**Task statement:** Repeat exactly, and only, the lines below starting at the line that contains "Digitize the connectivity of all" and ending at the line that contains "Digitize the connectivity of every", inclusive of both.

Collected data entries
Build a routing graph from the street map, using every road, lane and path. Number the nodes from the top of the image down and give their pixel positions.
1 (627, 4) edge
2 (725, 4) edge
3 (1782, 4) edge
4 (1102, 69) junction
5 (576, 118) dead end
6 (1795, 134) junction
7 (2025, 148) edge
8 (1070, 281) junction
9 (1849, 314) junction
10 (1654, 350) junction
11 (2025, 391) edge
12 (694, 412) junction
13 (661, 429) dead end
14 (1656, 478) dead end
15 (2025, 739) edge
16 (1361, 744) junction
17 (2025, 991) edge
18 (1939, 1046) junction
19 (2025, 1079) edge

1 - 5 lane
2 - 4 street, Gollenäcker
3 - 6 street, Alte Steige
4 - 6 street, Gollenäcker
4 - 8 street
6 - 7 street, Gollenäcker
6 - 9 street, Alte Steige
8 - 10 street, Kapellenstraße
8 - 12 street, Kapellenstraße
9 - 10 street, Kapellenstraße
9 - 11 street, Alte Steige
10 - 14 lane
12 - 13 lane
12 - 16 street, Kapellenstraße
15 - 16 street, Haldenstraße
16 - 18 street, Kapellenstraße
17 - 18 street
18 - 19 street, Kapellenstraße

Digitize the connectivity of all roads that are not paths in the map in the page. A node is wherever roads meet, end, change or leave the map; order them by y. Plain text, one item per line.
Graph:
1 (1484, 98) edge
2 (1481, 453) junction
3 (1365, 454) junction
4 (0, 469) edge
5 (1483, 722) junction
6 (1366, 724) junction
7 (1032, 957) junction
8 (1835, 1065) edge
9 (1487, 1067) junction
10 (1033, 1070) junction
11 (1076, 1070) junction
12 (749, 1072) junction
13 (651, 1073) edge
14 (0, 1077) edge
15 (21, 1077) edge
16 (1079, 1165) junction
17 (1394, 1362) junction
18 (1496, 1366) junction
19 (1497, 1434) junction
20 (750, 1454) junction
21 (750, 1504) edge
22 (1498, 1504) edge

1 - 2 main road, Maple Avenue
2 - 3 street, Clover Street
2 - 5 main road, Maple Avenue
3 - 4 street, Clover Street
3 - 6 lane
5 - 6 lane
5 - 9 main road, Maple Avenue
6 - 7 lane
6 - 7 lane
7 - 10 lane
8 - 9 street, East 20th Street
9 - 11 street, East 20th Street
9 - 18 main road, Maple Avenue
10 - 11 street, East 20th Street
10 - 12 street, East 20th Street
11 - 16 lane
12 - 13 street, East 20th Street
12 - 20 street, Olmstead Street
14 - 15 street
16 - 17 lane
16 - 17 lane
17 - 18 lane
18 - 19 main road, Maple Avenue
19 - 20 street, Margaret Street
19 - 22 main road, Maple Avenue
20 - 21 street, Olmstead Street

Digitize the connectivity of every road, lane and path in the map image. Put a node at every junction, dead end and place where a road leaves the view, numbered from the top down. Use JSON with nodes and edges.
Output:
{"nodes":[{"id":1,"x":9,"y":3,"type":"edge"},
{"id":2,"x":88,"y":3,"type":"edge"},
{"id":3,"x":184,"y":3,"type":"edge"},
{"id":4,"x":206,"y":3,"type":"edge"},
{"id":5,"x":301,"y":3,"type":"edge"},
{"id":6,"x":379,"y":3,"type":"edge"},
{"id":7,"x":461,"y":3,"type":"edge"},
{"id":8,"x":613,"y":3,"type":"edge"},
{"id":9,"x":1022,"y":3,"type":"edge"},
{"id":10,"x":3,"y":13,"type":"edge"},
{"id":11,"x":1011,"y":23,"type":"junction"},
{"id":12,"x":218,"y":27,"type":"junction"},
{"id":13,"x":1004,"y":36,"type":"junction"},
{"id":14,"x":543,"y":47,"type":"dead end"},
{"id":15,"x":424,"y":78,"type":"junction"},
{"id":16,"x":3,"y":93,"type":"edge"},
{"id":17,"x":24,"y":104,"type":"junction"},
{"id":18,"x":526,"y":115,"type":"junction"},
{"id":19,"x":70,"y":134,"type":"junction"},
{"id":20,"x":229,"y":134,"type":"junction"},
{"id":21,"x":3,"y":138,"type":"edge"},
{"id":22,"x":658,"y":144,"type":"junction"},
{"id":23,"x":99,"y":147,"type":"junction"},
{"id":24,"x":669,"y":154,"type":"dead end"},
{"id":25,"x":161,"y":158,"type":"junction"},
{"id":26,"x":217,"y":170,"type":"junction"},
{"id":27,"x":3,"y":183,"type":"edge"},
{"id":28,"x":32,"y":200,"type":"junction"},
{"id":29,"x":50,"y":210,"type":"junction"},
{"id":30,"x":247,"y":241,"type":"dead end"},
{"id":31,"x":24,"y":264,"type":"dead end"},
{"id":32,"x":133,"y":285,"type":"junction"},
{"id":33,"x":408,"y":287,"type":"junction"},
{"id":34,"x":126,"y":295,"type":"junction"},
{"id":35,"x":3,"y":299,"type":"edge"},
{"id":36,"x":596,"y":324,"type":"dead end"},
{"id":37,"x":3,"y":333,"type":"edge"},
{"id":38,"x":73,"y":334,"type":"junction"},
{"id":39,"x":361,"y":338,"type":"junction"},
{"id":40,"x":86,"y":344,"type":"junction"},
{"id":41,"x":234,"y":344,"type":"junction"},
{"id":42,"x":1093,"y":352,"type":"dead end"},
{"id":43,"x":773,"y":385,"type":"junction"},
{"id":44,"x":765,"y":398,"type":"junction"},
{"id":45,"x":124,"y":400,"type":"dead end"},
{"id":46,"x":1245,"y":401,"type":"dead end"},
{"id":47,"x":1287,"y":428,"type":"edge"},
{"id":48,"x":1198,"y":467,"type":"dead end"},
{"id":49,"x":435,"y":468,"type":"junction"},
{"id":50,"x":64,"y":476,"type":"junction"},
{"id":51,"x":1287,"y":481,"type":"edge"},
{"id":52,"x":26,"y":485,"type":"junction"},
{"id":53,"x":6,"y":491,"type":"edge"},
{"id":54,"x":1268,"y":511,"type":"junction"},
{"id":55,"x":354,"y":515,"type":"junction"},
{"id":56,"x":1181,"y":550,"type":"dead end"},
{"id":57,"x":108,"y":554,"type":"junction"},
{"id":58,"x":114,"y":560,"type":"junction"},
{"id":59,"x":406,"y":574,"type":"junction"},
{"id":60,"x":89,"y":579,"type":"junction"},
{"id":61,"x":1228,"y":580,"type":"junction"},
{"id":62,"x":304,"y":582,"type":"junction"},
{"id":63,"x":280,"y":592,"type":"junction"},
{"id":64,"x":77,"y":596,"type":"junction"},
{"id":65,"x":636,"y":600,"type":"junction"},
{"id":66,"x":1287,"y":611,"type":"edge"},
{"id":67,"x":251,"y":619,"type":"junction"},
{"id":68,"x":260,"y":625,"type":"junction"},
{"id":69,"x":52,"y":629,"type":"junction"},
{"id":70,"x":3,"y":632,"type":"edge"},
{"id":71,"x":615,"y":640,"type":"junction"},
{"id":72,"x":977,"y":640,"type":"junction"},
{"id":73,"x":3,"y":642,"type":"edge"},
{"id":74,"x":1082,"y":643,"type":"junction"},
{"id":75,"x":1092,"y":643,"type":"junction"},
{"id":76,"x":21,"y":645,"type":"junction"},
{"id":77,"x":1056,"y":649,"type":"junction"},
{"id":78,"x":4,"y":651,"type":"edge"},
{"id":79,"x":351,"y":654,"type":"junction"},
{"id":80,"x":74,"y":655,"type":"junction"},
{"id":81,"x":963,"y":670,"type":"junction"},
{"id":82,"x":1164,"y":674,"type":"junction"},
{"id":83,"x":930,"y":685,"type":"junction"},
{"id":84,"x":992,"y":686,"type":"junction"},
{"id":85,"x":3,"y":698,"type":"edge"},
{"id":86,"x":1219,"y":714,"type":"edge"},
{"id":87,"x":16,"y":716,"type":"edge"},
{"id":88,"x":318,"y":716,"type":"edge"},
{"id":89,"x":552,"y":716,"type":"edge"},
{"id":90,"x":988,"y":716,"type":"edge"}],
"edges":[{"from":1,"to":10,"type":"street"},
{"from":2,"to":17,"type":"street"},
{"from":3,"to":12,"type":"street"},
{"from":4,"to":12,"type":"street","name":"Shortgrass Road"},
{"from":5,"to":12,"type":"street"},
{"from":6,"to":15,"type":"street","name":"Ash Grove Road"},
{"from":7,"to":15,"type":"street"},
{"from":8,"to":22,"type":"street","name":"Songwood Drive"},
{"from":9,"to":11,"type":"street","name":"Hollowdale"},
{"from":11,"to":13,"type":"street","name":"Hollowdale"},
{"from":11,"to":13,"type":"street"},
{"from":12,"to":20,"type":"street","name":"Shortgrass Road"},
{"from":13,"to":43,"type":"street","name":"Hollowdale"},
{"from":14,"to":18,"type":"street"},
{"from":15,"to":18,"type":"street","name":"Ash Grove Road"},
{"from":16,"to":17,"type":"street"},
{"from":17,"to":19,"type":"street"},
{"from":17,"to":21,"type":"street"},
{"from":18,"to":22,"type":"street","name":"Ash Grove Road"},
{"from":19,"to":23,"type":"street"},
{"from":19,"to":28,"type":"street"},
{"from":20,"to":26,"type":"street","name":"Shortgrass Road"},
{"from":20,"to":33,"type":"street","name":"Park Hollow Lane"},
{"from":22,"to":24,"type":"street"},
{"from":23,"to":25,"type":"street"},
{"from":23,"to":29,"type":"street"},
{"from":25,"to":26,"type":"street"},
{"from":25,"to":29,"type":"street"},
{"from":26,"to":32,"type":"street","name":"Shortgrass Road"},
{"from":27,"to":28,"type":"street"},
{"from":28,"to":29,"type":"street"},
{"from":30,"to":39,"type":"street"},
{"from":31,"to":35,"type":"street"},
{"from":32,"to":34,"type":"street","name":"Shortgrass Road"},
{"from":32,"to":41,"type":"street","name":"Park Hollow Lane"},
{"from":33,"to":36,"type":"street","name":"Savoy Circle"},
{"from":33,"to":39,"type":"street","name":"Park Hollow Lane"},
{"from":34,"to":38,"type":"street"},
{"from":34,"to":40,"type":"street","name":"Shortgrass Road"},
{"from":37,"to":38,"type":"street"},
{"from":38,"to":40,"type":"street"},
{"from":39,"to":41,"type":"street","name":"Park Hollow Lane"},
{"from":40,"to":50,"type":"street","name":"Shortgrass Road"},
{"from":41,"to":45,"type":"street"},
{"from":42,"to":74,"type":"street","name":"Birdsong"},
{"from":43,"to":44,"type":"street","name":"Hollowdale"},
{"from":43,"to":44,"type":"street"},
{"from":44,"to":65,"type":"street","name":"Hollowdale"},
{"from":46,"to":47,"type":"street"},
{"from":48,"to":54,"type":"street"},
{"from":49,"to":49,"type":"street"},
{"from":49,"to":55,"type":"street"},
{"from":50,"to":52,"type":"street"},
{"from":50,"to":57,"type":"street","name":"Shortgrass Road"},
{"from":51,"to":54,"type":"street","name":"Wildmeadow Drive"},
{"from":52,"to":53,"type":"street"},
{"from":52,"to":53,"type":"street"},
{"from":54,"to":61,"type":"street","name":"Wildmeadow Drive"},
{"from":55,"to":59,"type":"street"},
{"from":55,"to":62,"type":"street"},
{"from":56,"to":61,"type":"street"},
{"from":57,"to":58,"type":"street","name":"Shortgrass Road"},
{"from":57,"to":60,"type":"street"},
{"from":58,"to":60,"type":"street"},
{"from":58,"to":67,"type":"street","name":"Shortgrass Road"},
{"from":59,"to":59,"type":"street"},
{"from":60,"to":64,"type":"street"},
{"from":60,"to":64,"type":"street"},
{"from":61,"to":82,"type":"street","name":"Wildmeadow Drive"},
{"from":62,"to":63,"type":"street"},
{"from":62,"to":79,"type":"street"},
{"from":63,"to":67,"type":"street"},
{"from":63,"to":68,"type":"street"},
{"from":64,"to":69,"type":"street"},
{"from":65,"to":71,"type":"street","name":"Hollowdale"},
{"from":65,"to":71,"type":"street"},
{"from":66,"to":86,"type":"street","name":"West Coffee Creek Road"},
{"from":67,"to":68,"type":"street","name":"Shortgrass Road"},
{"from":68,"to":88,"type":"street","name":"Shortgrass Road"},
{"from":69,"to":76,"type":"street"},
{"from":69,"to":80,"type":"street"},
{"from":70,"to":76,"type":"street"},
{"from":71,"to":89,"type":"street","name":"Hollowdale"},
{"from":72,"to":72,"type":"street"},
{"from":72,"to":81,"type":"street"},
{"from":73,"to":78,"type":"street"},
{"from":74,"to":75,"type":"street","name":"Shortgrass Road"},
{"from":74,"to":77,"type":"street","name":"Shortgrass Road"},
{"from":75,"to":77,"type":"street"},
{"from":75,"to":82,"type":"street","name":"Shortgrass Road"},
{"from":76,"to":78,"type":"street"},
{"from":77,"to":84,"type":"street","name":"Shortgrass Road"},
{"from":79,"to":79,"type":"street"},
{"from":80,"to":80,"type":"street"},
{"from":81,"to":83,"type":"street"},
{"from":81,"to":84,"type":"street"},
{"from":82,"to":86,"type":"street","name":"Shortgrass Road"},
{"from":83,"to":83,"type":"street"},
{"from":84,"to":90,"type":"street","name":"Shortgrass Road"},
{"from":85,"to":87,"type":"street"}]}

**Completed task:**
Digitize the connectivity of all roads that are not paths in the map in the page. A node is wherever roads meet, end, change or leave the map; order them by y. Plain text, one item per line.
Graph:
1 (1484, 98) edge
2 (1481, 453) junction
3 (1365, 454) junction
4 (0, 469) edge
5 (1483, 722) junction
6 (1366, 724) junction
7 (1032, 957) junction
8 (1835, 1065) edge
9 (1487, 1067) junction
10 (1033, 1070) junction
11 (1076, 1070) junction
12 (749, 1072) junction
13 (651, 1073) edge
14 (0, 1077) edge
15 (21, 1077) edge
16 (1079, 1165) junction
17 (1394, 1362) junction
18 (1496, 1366) junction
19 (1497, 1434) junction
20 (750, 1454) junction
21 (750, 1504) edge
22 (1498, 1504) edge

1 - 2 main road, Maple Avenue
2 - 3 street, Clover Street
2 - 5 main road, Maple Avenue
3 - 4 street, Clover Street
3 - 6 lane
5 - 6 lane
5 - 9 main road, Maple Avenue
6 - 7 lane
6 - 7 lane
7 - 10 lane
8 - 9 street, East 20th Street
9 - 11 street, East 20th Street
9 - 18 main road, Maple Avenue
10 - 11 street, East 20th Street
10 - 12 street, East 20th Street
11 - 16 lane
12 - 13 street, East 20th Street
12 - 20 street, Olmstead Street
14 - 15 street
16 - 17 lane
16 - 17 lane
17 - 18 lane
18 - 19 main road, Maple Avenue
19 - 20 street, Margaret Street
19 - 22 main road, Maple Avenue
20 - 21 street, Olmstead Street

Digitize the connectivity of every road, lane and path in the map image. Put a node at every junction, dead end and place where a road leaves the view, numbered from the top down. Use JSON with nodes and edges.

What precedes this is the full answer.